Oui, il se passe quelque chose en France, c’est indéniable. Pour preuve, même Rock’n’Folk, canard qui accuse généralement plusieurs wagons de retard, a consacré quelques pages à ces jeunes groupes et artistes sillonnant les scènes locales pour imposer leur pop, leur rock et leur electro à des foules chaque jour plus compactes. Superpoze aux Transmusicales de Rennes, Von Pariahs en studio avec le producteur d’Anna Calvi, Aline et un premier album impeccable, et Lescop un peu partout.

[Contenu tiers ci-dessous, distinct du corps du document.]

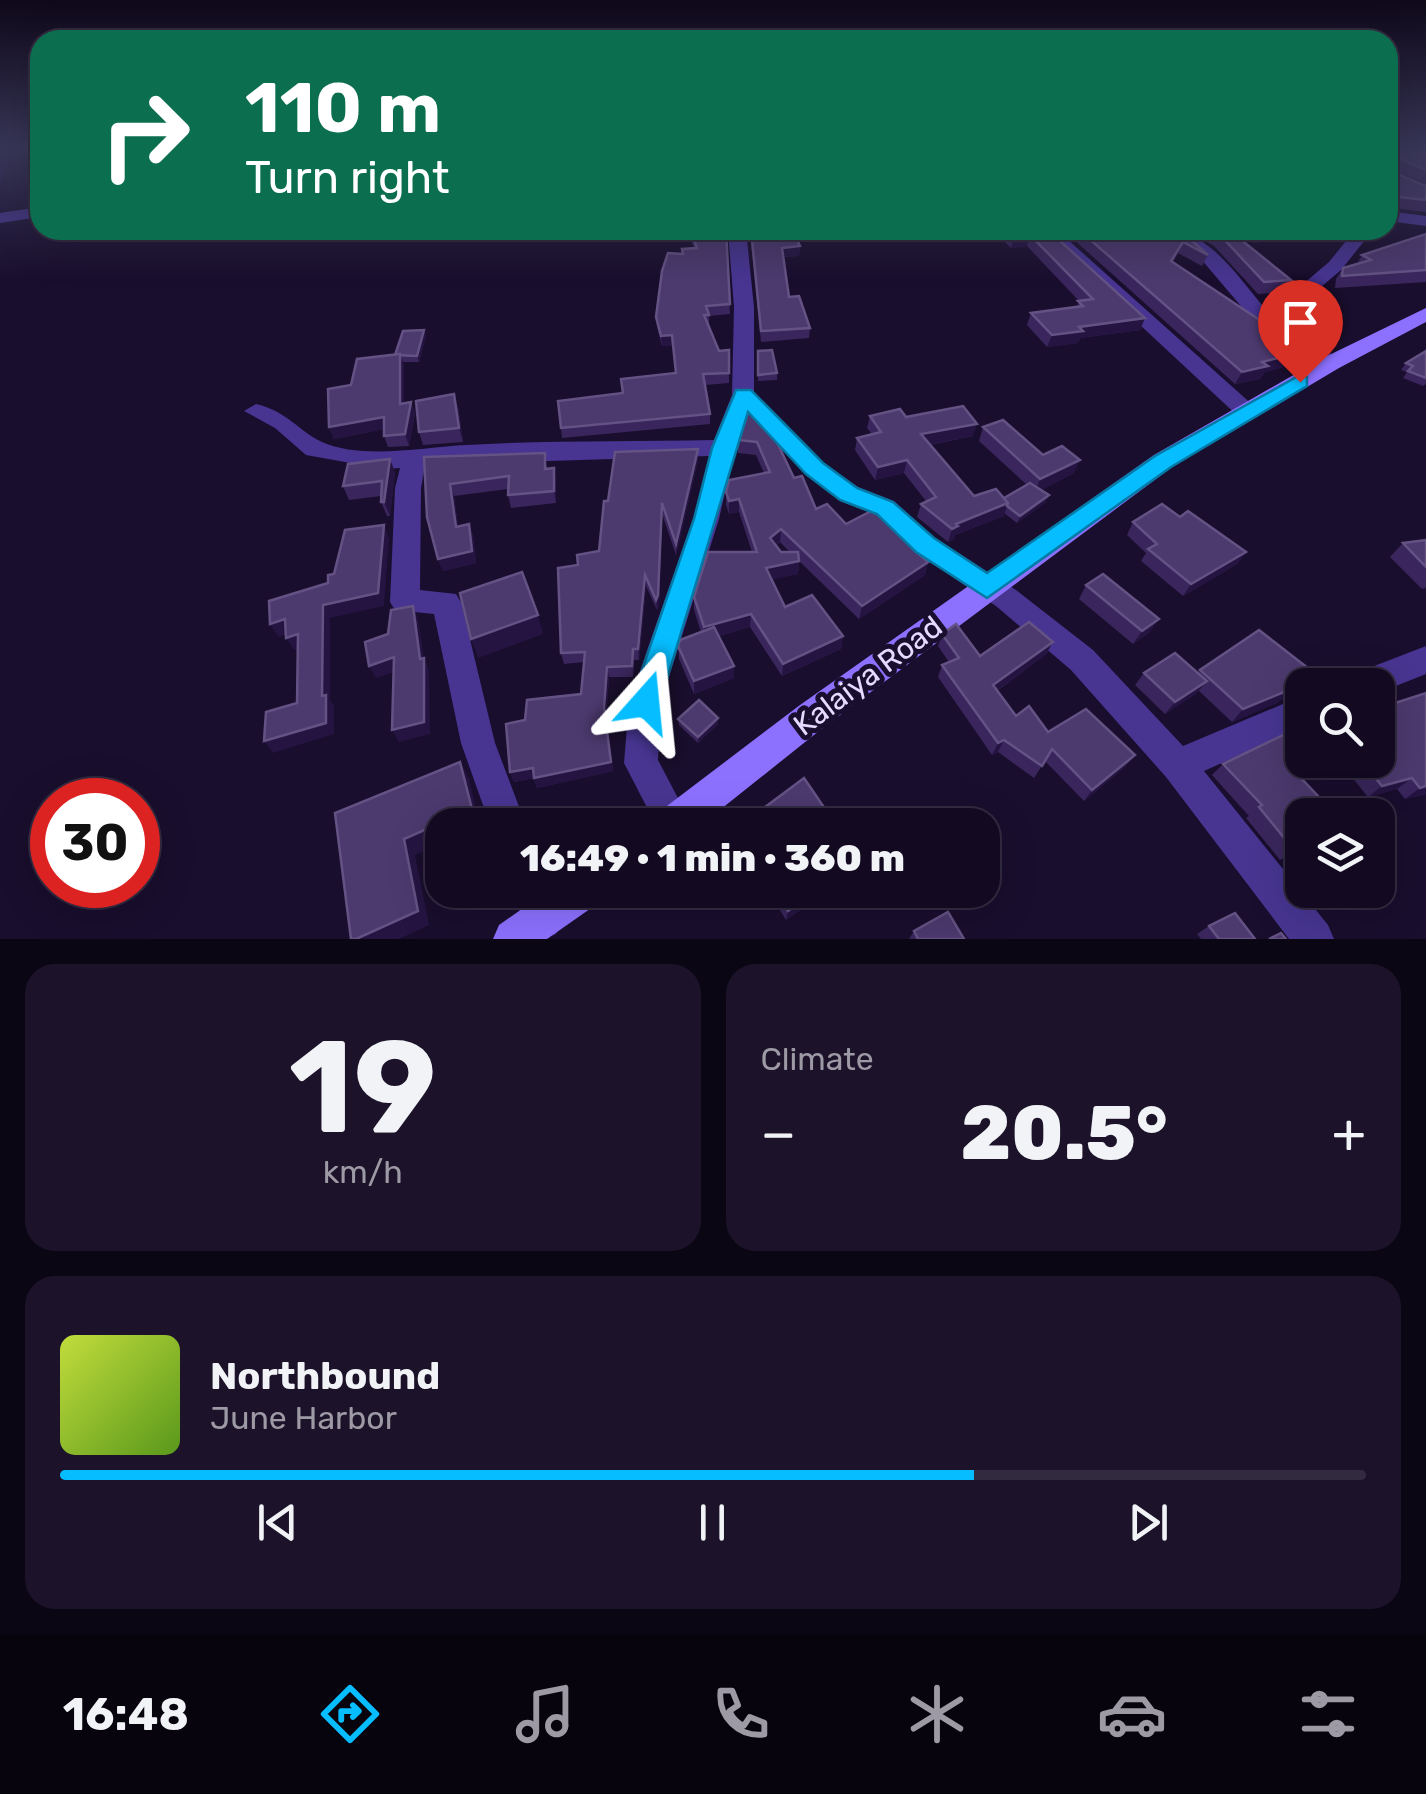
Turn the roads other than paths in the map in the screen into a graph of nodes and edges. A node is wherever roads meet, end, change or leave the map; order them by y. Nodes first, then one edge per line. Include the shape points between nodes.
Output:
1 (30, 214) edge
2 (1398, 217) edge
3 (0, 218) edge
4 (1426, 220) edge
5 (737, 240) edge
6 (1058, 240) edge
7 (1189, 240) edge
8 (1356, 240) edge
9 (1426, 314) edge
10 (1271, 327) junction
11 (1331, 363) junction
12 (744, 395) junction
13 (256, 411) dead end
14 (1248, 412) junction
15 (723, 448) junction
16 (414, 459) junction
17 (987, 587) junction
18 (1426, 660) edge
19 (1395, 672) edge
20 (1285, 718) edge
21 (1178, 765) junction
22 (502, 808) edge
23 (664, 808) edge
24 (694, 808) edge
25 (1314, 939) edge

1 - 3 street
2 - 4 street
5 - 12 street
6 - 14 street
7 - 10 street
8 - 10 street
9 - 11 main road, Kalaiya Road
10 - 11 street
11 - 14 main road, Kalaiya Road
12 - 15 street
12 - 17 street via 814,469 849,494 885,508
13 - 16 street via 324,452
14 - 17 main road, Kalaiya Road via 1163,461
15 - 16 street
15 - 23 street via 646,702 641,764
16 - 22 street via 404,602 446,602 478,742
17 - 21 street via 1082,660
17 - 24 main road, Kalaiya Road
18 - 19 street
20 - 21 street
21 - 25 street

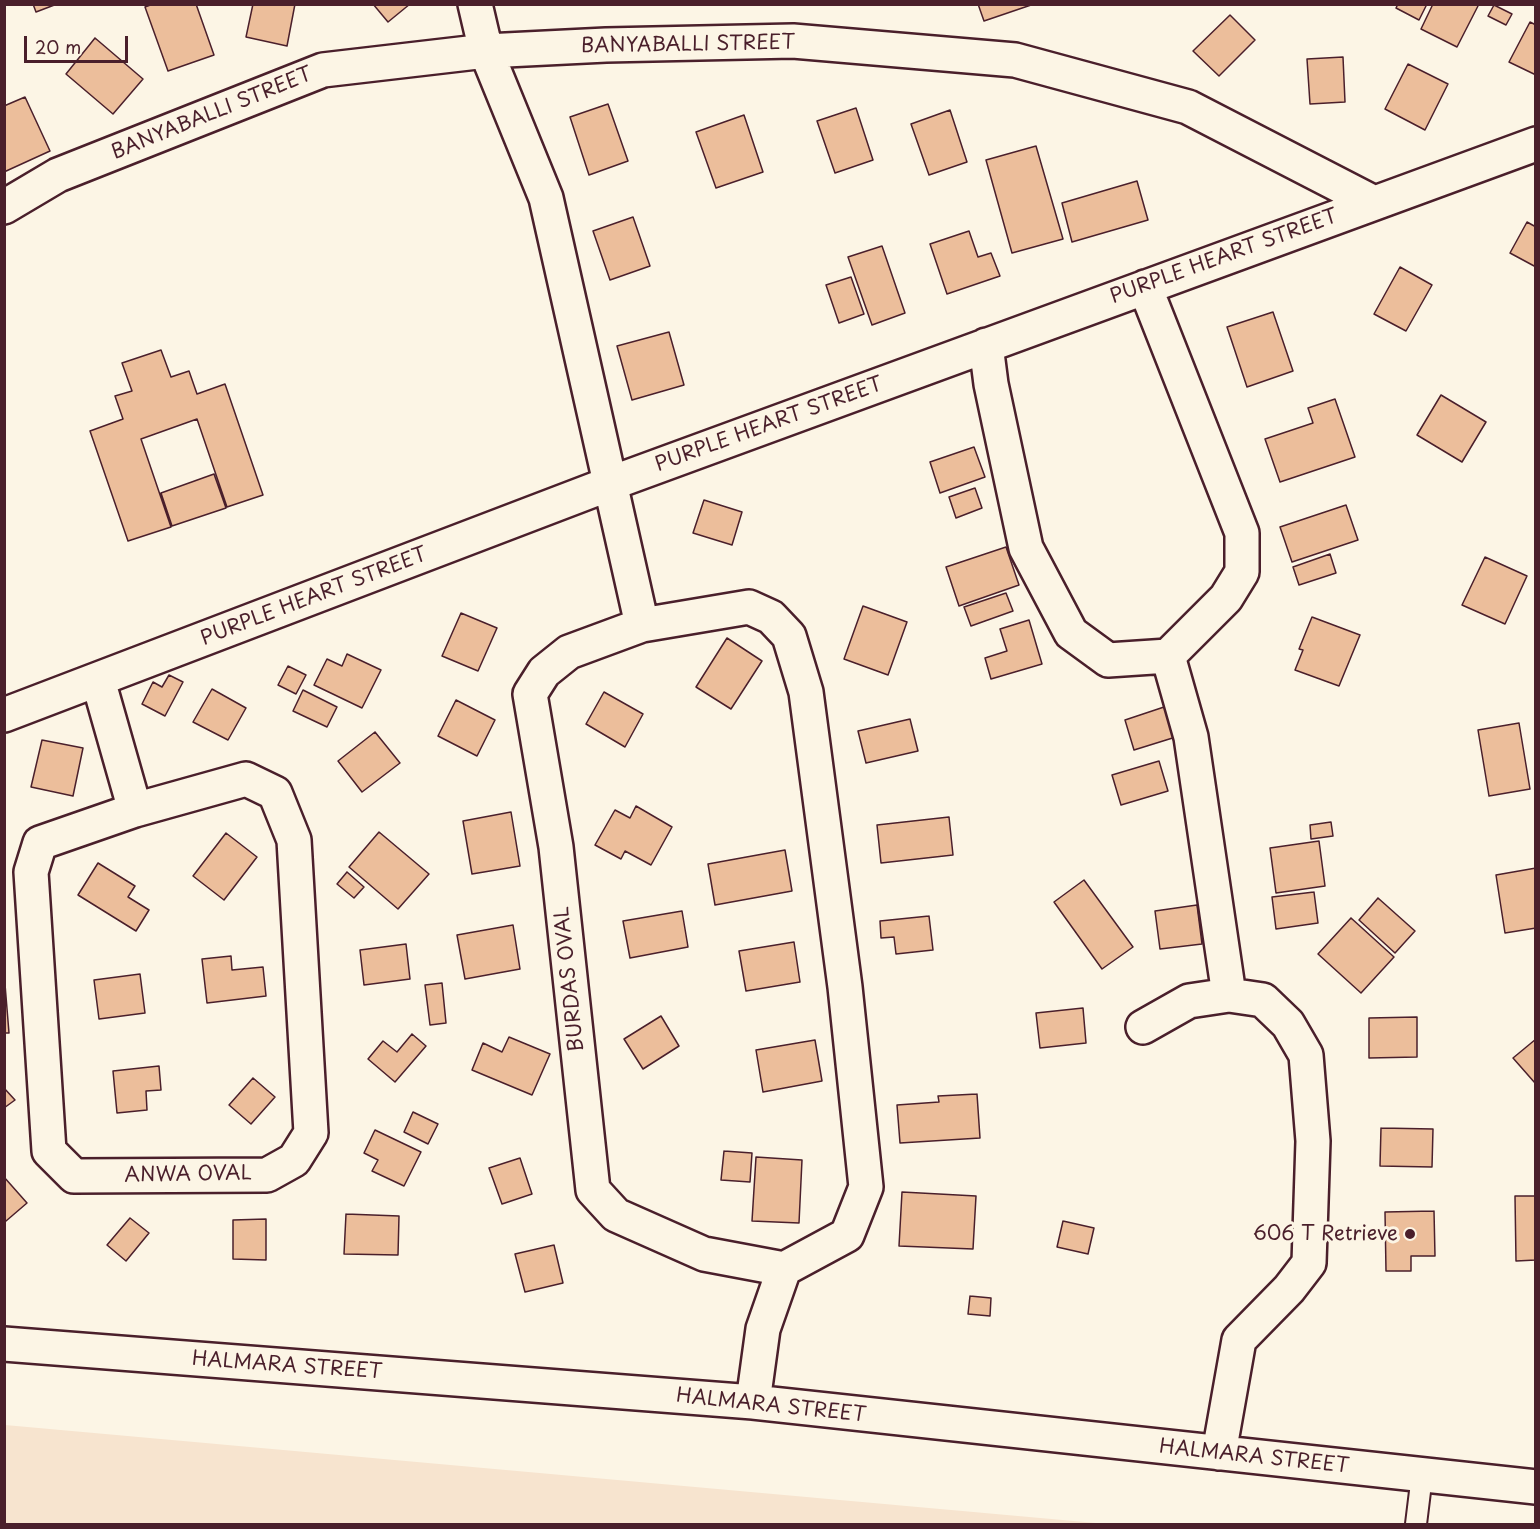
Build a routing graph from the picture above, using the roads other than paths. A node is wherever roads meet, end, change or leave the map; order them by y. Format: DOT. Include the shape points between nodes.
graph roads {
  1 [pos="475,4"];
  2 [pos="486,51"];
  3 [pos="1536,144"];
  4 [pos="1372,202"];
  5 [pos="4,207"];
  6 [pos="1145,287"];
  7 [pos="986,345"];
  8 [pos="609,484"];
  9 [pos="642,625"];
  10 [pos="1168,656"];
  11 [pos="98,680"];
  12 [pos="4,715"];
  13 [pos="135,810"];
  14 [pos="1229,995"];
  15 [pos="1143,1027"];
  16 [pos="784,1269"];
  17 [pos="4,1344"];
  18 [pos="753,1402"];
  19 [pos="1218,1453"];
  20 [pos="1422,1474"];
  21 [pos="1536,1487"];
  22 [pos="1416,1524"];
  1 -- 2 [label="street"];
  2 -- 4 [label="street, BANYABALLI STREET" via="794,41 1015,60 1188,107"];
  2 -- 5 [label="street, BANYABALLI STREET" via="323,70 58,175"];
  2 -- 8 [label="street" via="546,198"];
  3 -- 4 [label="street, PURPLE HEART STREET"];
  4 -- 6 [label="street, PURPLE HEART STREET"];
  6 -- 7 [label="street, PURPLE HEART STREET"];
  6 -- 10 [label="street" via="1242,533 1242,572 1226,598"];
  7 -- 8 [label="street, PURPLE HEART STREET"];
  7 -- 10 [label="street" via="1026,548 1071,633 1108,660"];
  8 -- 9 [label="street"];
  8 -- 11 [label="street, PURPLE HEART STREET"];
  9 -- 16 [label="street, BURDAS OVAL" via="748,607 771,617 789,636 806,692 845,987 866,1187 847,1235"];
  9 -- 16 [label="street, BURDAS OVAL" via="569,652 544,672 531,694 556,847 593,1190 616,1215 704,1254"];
  10 -- 14 [label="street" via="1191,737"];
  11 -- 12 [label="street, PURPLE HEART STREET"];
  11 -- 13 [label="street"];
  13 -- 13 [label="street, ANWA OVAL" via="246,779 275,793 294,840 311,1133 294,1160 267,1174 74,1176 49,1151 31,872 40,843"];
  14 -- 15 [label="street" via="1189,1001"];
  14 -- 19 [label="street" via="1263,1000 1288,1024 1306,1055 1313,1142 1309,1263 1239,1340"];
  16 -- 18 [label="street" via="763,1329"];
  17 -- 18 [label="street, HALMARA STREET"];
  18 -- 19 [label="street, HALMARA STREET"];
  19 -- 20 [label="street, HALMARA STREET"];
  20 -- 21 [label="street, HALMARA STREET"];
  20 -- 22 [label="lane"];
}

Quoi qu’on en pense, la pop « made in France », en 2013, a tout de même plus de gueule que les albums des Naast et des Plastiscines.
Musicalement, difficile de dresser des ponts entre Sarah W. Papsun, Juveniles, Charles-Baptiste, Total Warr, Mr. Nô, O Safari, Le Vasco, toutes les formations qui devraient émerger cette année. Mais on devrait pouvoir parler de scène. Leur point commun ? Une absence totale de frontières musicales. À l’inverse de ces bébés rockeurs qui mettaient un point d’honneur à sonner comme Iggy Pop, comme les Ramones ou comme les Beatles (pour le résultat que l’on sait), eux ne se privent pas de citer Souchon aussi bien que les Kinks, Chamfort et Sanson en même temps que Queens Of The Stone Age et Kraftwerk. Peu importe le flacon, tant qu’on a l’ivresse. Et le tout est d’être bien dans son époque. Mieux : de la symboliser. Ce que font à merveille les Granville avec la sortie aujourd’hui de leur premier album, Les Voiles.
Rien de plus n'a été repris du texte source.